# Does DirecTV2PC work on DisplayPort-only Notebooks?



## Maverickster (Sep 20, 2007)

As many of you may know, many business-oriented notebook providers are moving away from HDMI/DVI and towards DisplayPort (a VESA interface that is fully HDCP compliant) as the digital display output connector of choice.

Such is the case with my Dell Mobile Precision M4500. It has two display connection -- DisplayPort and VGA. 

Here's the problem. Despite the increasing popularity of DisplayPort and the fact that it is fully HDCP-compliant, DirecTV2PC will not work on this notebook. Rather, it throws the following error when a recorded program is started:

"Unknown Output Connector. Supported connectors are 1. DVI 2. HDMI 3. Japanese D terminal output 4. Component video 5. S video 6. composite video 7. Analog RGB."

The really strange thing is that it throws this error even though I am not trying to run it to an external monitor (rather, I am just trying to play it on the laptop's native display with no external monitor connected at all).

The hardware is more than capable or running DirecTV2PC -- Core i7 720QM, 4 GB DDR3-1333 RAM, NVIDA Quadro FX 880M 1GB DDR2 Video Card -- so I can only assume is is throwing this error because none of those 7 connectors are on my computer (rather, again, the only connectors are DisplayPort and VGA).

Has anyone else experienced this? 

Any thoughts on other possible causes of the error?

Does anyone have any suggestions for a workaround?

Thanks in advance!

--Mav


----------



## BattleZone (Nov 13, 2007)

Until/unless DirecTV2PC is coded to support DisplayPort, you're going to be SOL...


----------



## Maverickster (Sep 20, 2007)

BattleZone said:


> Until/unless DirecTV2PC is coded to support DisplayPort, you're going to be SOL...

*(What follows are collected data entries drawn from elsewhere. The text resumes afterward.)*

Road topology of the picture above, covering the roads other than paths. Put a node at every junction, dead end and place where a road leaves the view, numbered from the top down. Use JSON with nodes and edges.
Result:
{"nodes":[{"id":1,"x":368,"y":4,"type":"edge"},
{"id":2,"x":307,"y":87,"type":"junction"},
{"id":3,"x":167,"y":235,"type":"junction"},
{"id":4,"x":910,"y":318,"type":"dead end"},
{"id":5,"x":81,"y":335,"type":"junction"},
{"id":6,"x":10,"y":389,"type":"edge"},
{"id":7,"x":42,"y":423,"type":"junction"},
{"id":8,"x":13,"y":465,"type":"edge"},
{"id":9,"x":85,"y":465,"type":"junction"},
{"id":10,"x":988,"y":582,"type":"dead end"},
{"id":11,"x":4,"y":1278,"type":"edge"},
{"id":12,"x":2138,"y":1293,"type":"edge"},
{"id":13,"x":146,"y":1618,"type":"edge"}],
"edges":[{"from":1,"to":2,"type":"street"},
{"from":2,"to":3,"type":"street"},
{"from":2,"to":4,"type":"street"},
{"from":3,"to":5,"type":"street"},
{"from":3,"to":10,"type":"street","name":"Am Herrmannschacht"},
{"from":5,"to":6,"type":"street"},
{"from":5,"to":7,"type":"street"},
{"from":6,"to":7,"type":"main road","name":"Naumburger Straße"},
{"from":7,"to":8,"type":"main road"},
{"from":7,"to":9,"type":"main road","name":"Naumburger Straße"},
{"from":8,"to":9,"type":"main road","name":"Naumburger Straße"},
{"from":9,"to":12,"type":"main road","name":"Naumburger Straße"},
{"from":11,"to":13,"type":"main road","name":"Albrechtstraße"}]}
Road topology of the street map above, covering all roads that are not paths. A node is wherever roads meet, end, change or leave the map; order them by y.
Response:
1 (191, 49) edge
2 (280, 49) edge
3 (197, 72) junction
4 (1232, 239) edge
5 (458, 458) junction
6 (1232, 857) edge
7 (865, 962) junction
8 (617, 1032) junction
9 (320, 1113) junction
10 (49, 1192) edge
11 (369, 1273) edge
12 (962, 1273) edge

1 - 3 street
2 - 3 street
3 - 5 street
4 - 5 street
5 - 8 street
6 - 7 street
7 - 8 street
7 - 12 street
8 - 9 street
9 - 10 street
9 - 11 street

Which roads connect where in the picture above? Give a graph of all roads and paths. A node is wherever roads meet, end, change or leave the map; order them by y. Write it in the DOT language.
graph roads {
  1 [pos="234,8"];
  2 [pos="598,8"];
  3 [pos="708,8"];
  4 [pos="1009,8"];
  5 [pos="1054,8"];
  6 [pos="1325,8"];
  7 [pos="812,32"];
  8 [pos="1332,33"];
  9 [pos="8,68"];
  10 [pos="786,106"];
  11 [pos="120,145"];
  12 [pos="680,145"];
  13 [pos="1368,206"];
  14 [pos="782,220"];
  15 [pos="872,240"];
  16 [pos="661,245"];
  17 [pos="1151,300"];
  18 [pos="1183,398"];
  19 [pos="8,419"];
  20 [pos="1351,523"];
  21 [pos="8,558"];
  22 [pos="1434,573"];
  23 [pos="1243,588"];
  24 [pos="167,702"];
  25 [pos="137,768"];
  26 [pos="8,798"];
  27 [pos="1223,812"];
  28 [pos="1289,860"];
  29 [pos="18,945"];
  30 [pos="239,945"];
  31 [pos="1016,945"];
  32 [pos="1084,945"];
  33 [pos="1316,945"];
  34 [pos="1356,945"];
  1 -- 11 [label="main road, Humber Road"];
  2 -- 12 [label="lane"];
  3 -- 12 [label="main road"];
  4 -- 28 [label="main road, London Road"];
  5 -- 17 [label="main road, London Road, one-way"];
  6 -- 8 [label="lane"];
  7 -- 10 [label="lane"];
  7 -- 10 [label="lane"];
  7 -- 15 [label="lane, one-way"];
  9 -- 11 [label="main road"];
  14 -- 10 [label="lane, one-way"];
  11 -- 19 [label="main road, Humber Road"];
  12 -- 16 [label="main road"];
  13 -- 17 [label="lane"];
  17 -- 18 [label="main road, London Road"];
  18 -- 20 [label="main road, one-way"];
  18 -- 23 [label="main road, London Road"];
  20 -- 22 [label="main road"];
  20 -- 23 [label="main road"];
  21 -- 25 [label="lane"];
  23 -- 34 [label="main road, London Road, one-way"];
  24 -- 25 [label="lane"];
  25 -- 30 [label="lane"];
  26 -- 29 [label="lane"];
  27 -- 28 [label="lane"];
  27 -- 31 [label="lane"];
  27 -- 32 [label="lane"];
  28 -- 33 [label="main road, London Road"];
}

I should take that as confirmation that it is not so-coded now, correct? That is, I'm right on what the source of the problem is?

Assuming that to be the case, to whom do I complain? DirecTV or Cyberlink?

--Mav


----------



## BattleZone (Nov 13, 2007)

You'd need to complain to DirecTV, who needs to pass it on to Cyberlink.


----------



## DogLover (Mar 19, 2007)

You may be able to work around it if the driver lets you disable the DisplayPort connector.


----------



## Maverickster (Sep 20, 2007)

@DogLover: That was suggested over in the official DirecTV forum as well. The only thing I could find to disable was the Generic Universal PnP monitor (which, when I did it, gave me a different error when I tried to view a recorded episode in D2PC). Any suggestions on where I can find a specific place to disable the DisplayPort? Am using the current driver for NVIDA Quadro FX 880M.

Thanks!


----------



## tgater (Jul 24, 2007)

I have the E6400 with the same outs. I have used WIN XP Pro, Vista Business and now have WIN 7 Pro. DirecTV2PC has never giving me an issue with either OS. I don't know if helps that I have the NVIDIA Quadro NVS 160M for a video chipset.


----------



## DogLover (Mar 19, 2007)

Maverickster said:


> @DogLover: That was suggested over in the official DirecTV forum as well. The only thing I could find to disable was the Generic Universal PnP monitor (which, when I did it, gave me a different error when I tried to view a recorded episode in D2PC). Any suggestions on where I can find a specific place to disable the DisplayPort? Am using the current driver for NVIDA Quadro FX 880M.
> 
> Thanks!


You might try in the device manager, though that's not usually my first choice for disabling something. Also, on my notebook there is a Fn+F? combination that switches between the laptops display , an external display, and both displays. You might try cycling through that. (Maybe it is set for both displays, even without an external display hooked up.)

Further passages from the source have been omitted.